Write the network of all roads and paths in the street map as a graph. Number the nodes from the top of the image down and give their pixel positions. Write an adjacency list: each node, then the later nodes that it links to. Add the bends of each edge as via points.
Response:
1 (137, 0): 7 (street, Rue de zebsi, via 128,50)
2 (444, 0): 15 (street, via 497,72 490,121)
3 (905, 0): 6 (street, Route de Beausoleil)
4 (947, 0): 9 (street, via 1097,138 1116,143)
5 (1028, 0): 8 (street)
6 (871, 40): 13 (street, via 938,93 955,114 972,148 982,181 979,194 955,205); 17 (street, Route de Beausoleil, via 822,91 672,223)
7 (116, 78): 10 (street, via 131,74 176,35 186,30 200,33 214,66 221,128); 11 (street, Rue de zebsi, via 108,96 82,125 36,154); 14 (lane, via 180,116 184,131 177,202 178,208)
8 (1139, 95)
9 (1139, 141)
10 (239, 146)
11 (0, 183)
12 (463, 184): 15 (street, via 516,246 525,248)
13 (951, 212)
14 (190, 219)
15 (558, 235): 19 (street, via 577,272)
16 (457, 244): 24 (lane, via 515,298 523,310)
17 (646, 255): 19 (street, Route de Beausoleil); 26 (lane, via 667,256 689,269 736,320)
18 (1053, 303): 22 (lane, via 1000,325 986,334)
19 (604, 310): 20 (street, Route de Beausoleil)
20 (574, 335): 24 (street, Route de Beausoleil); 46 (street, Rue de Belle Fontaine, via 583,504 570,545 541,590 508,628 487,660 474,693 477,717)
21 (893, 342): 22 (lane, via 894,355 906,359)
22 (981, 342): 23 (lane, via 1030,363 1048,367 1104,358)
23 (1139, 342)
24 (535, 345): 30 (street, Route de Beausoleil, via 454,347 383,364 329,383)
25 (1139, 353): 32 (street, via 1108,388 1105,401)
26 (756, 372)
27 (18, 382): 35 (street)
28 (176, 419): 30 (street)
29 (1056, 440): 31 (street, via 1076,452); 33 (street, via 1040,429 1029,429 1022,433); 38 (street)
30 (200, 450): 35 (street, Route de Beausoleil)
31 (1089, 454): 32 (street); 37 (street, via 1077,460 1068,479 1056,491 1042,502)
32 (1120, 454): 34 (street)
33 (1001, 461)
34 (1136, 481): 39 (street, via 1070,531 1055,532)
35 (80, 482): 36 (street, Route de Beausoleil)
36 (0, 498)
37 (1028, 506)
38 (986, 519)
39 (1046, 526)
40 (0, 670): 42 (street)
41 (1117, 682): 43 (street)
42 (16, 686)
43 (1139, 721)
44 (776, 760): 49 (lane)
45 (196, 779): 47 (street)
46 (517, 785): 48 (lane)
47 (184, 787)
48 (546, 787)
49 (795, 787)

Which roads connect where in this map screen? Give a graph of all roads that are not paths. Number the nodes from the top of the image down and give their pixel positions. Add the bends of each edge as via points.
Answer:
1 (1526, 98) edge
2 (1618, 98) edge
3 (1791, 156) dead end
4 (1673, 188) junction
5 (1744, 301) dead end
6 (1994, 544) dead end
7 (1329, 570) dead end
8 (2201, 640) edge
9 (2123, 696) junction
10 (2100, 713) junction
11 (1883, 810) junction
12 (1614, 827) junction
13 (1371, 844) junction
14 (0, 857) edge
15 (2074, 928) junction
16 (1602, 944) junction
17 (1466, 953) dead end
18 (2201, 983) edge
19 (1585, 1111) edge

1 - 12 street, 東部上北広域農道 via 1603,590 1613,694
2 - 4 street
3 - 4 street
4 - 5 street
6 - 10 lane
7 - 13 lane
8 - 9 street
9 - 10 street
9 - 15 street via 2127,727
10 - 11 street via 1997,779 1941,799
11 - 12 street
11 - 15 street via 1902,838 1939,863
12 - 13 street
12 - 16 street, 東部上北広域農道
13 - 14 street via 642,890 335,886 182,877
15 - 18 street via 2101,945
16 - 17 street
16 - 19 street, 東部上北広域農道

· · · · · · ·

- [EXERCISE AIM] Would you write out all the records exactly as they read?

- [ANSWER TO THE PROBLEM]
Write the network of all roads and paths in the street map as a graph. Number the nodes from the top of the image down and give their pixel positions. Write an adjacency list: each node, then the later nodes that it links to. Add the bends of each edge as via points.
Response:
1 (137, 0): 7 (street, Rue de zebsi, via 128,50)
2 (444, 0): 15 (street, via 497,72 490,121)
3 (905, 0): 6 (street, Route de Beausoleil)
4 (947, 0): 9 (street, via 1097,138 1116,143)
5 (1028, 0): 8 (street)
6 (871, 40): 13 (street, via 938,93 955,114 972,148 982,181 979,194 955,205); 17 (street, Route de Beausoleil, via 822,91 672,223)
7 (116, 78): 10 (street, via 131,74 176,35 186,30 200,33 214,66 221,128); 11 (street, Rue de zebsi, via 108,96 82,125 36,154); 14 (lane, via 180,116 184,131 177,202 178,208)
8 (1139, 95)
9 (1139, 141)
10 (239, 146)
11 (0, 183)
12 (463, 184): 15 (street, via 516,246 525,248)
13 (951, 212)
14 (190, 219)
15 (558, 235): 19 (street, via 577,272)
16 (457, 244): 24 (lane, via 515,298 523,310)
17 (646, 255): 19 (street, Route de Beausoleil); 26 (lane, via 667,256 689,269 736,320)
18 (1053, 303): 22 (lane, via 1000,325 986,334)
19 (604, 310): 20 (street, Route de Beausoleil)
20 (574, 335): 24 (street, Route de Beausoleil); 46 (street, Rue de Belle Fontaine, via 583,504 570,545 541,590 508,628 487,660 474,693 477,717)
21 (893, 342): 22 (lane, via 894,355 906,359)
22 (981, 342): 23 (lane, via 1030,363 1048,367 1104,358)
23 (1139, 342)
24 (535, 345): 30 (street, Route de Beausoleil, via 454,347 383,364 329,383)
25 (1139, 353): 32 (street, via 1108,388 1105,401)
26 (756, 372)
27 (18, 382): 35 (street)
28 (176, 419): 30 (street)
29 (1056, 440): 31 (street, via 1076,452); 33 (street, via 1040,429 1029,429 1022,433); 38 (street)
30 (200, 450): 35 (street, Route de Beausoleil)
31 (1089, 454): 32 (street); 37 (street, via 1077,460 1068,479 1056,491 1042,502)
32 (1120, 454): 34 (street)
33 (1001, 461)
34 (1136, 481): 39 (street, via 1070,531 1055,532)
35 (80, 482): 36 (street, Route de Beausoleil)
36 (0, 498)
37 (1028, 506)
38 (986, 519)
39 (1046, 526)
40 (0, 670): 42 (street)
41 (1117, 682): 43 (street)
42 (16, 686)
43 (1139, 721)
44 (776, 760): 49 (lane)
45 (196, 779): 47 (street)
46 (517, 785): 48 (lane)
47 (184, 787)
48 (546, 787)
49 (795, 787)

Which roads connect where in this map screen? Give a graph of all roads that are not paths. Number the nodes from the top of the image down and give their pixel positions. Add the bends of each edge as via points.
Answer:
1 (1526, 98) edge
2 (1618, 98) edge
3 (1791, 156) dead end
4 (1673, 188) junction
5 (1744, 301) dead end
6 (1994, 544) dead end
7 (1329, 570) dead end
8 (2201, 640) edge
9 (2123, 696) junction
10 (2100, 713) junction
11 (1883, 810) junction
12 (1614, 827) junction
13 (1371, 844) junction
14 (0, 857) edge
15 (2074, 928) junction
16 (1602, 944) junction
17 (1466, 953) dead end
18 (2201, 983) edge
19 (1585, 1111) edge

1 - 12 street, 東部上北広域農道 via 1603,590 1613,694
2 - 4 street
3 - 4 street
4 - 5 street
6 - 10 lane
7 - 13 lane
8 - 9 street
9 - 10 street
9 - 15 street via 2127,727
10 - 11 street via 1997,779 1941,799
11 - 12 street
11 - 15 street via 1902,838 1939,863
12 - 13 street
12 - 16 street, 東部上北広域農道
13 - 14 street via 642,890 335,886 182,877
15 - 18 street via 2101,945
16 - 17 street
16 - 19 street, 東部上北広域農道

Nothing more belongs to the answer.